国の基準から見る天ぷらの塩分|1日の目標量と比較する

日本人の食塩摂取の現在地
厚生労働省「日本人の食事摂取基準(2020年版)」では、成人の食塩摂取の目標量を男性7.5g/日未満、女性6.5g/日未満と定めています。さらに国民の健康づくり計画「健康日本21(第三次)」では、将来的な目標として1日7gが掲げられています。

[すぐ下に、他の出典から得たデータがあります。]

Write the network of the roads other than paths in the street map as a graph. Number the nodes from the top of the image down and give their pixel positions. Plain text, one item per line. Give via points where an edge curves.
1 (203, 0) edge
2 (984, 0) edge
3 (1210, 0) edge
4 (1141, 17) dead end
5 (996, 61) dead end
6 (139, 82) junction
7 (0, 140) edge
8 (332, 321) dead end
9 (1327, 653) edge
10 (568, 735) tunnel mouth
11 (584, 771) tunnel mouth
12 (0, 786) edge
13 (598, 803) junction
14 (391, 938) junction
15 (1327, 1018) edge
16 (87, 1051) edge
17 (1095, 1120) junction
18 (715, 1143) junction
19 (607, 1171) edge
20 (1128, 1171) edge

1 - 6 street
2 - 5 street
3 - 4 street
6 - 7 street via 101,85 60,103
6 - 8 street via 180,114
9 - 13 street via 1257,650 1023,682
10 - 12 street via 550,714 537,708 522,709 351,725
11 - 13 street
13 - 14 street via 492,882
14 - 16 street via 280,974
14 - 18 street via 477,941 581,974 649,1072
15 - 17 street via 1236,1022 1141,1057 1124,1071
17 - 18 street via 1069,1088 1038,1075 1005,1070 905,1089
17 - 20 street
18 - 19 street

一方、実際の摂取量はどうか。厚生労働省の令和6年(2024年)国民健康・栄養調査によると、20歳以上の食塩摂取量の平均は9.6g(男性10.5g、女性8.9g)でした。過去12年間で最低の水準まで改善したものの、依然として目標を2〜3g上回っている状況です。都道府県別の食塩摂取量データはe-Statの国民健康・栄養調査統計表(統計表ID: 0003234773)でも公開されています。
天丼1杯で1日の塩分の4割という計算
この基準に当てはめると、天ぷら料理の位置づけが具体的に見えてきます。天丼1杯の塩分約3.0gは、女性の1日目標量6.5gの約46%、男性の目標量7.5gの40%に相当します。天ぷらそばでつゆまで飲み干せば約5g前後となり、1食で1日の目標量の7〜8割を使い切る計算です。

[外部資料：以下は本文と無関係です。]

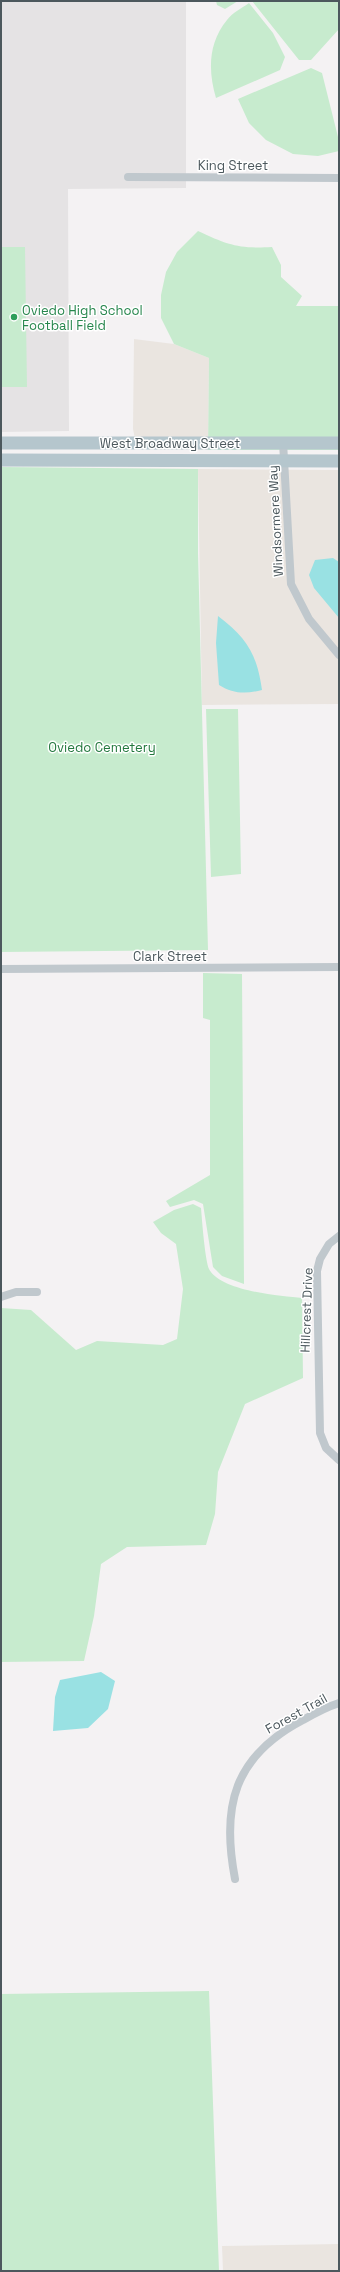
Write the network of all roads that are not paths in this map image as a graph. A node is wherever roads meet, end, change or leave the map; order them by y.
1 (128, 177) dead end
2 (339, 178) edge
3 (283, 442) junction
4 (1, 443) edge
5 (339, 443) edge
6 (1, 460) edge
7 (284, 460) junction
8 (339, 461) edge
9 (339, 655) edge
10 (339, 967) edge
11 (1, 969) edge
12 (339, 1236) edge
13 (37, 1292) dead end
14 (1, 1298) edge
15 (339, 1460) edge
16 (339, 1703) edge
17 (235, 1879) dead end

1 - 2 street, King Street
3 - 4 main road, West Broadway Street
3 - 5 main road, West Broadway Street
3 - 7 street, Windsormere Way
6 - 7 main road, West Broadway Street
7 - 8 main road, West Broadway Street
7 - 9 street, Windsormere Way
10 - 11 street, Clark Street
12 - 15 street, Hillcrest Drive
13 - 14 street
16 - 17 street, Forest Trail

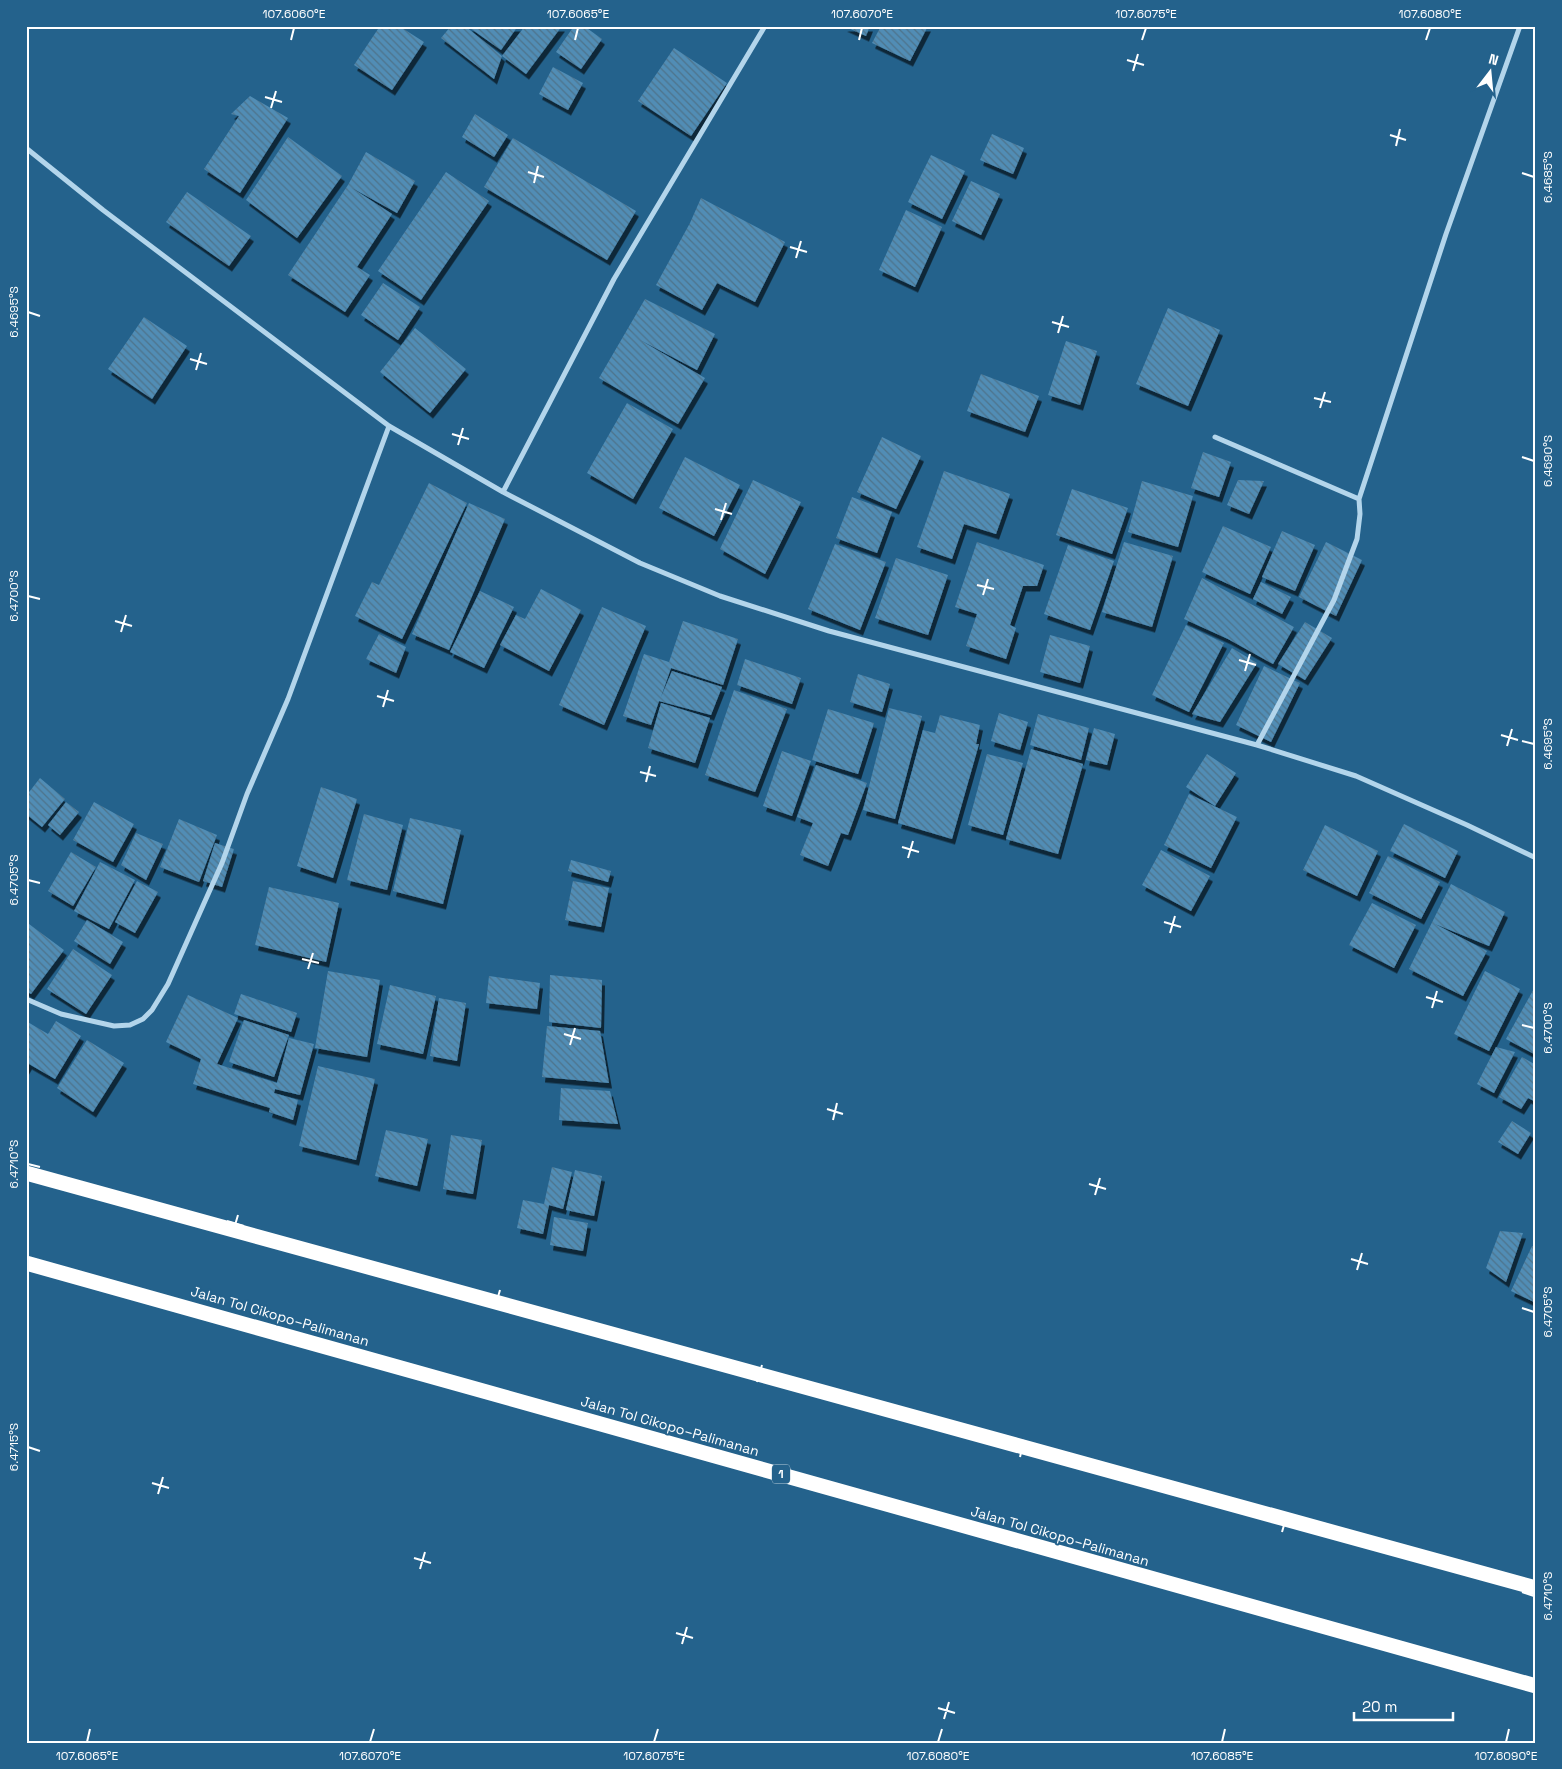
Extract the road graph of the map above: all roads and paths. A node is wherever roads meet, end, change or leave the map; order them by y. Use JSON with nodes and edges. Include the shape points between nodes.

逆に、カウンターの天ぷら専門店でつけ塩中心に10品前後のコースを食べても、塩分は1g程度に収まる可能性があります。「高級な天ぷらコースの方が、天丼や天ぷらそばより塩分が少ない」という逆転現象が起こるのが、天ぷらという料理の面白いところです。天ぷらそばの栄養面の詳細は天ぷらそばのカロリーを解説した記事もあわせてご覧ください。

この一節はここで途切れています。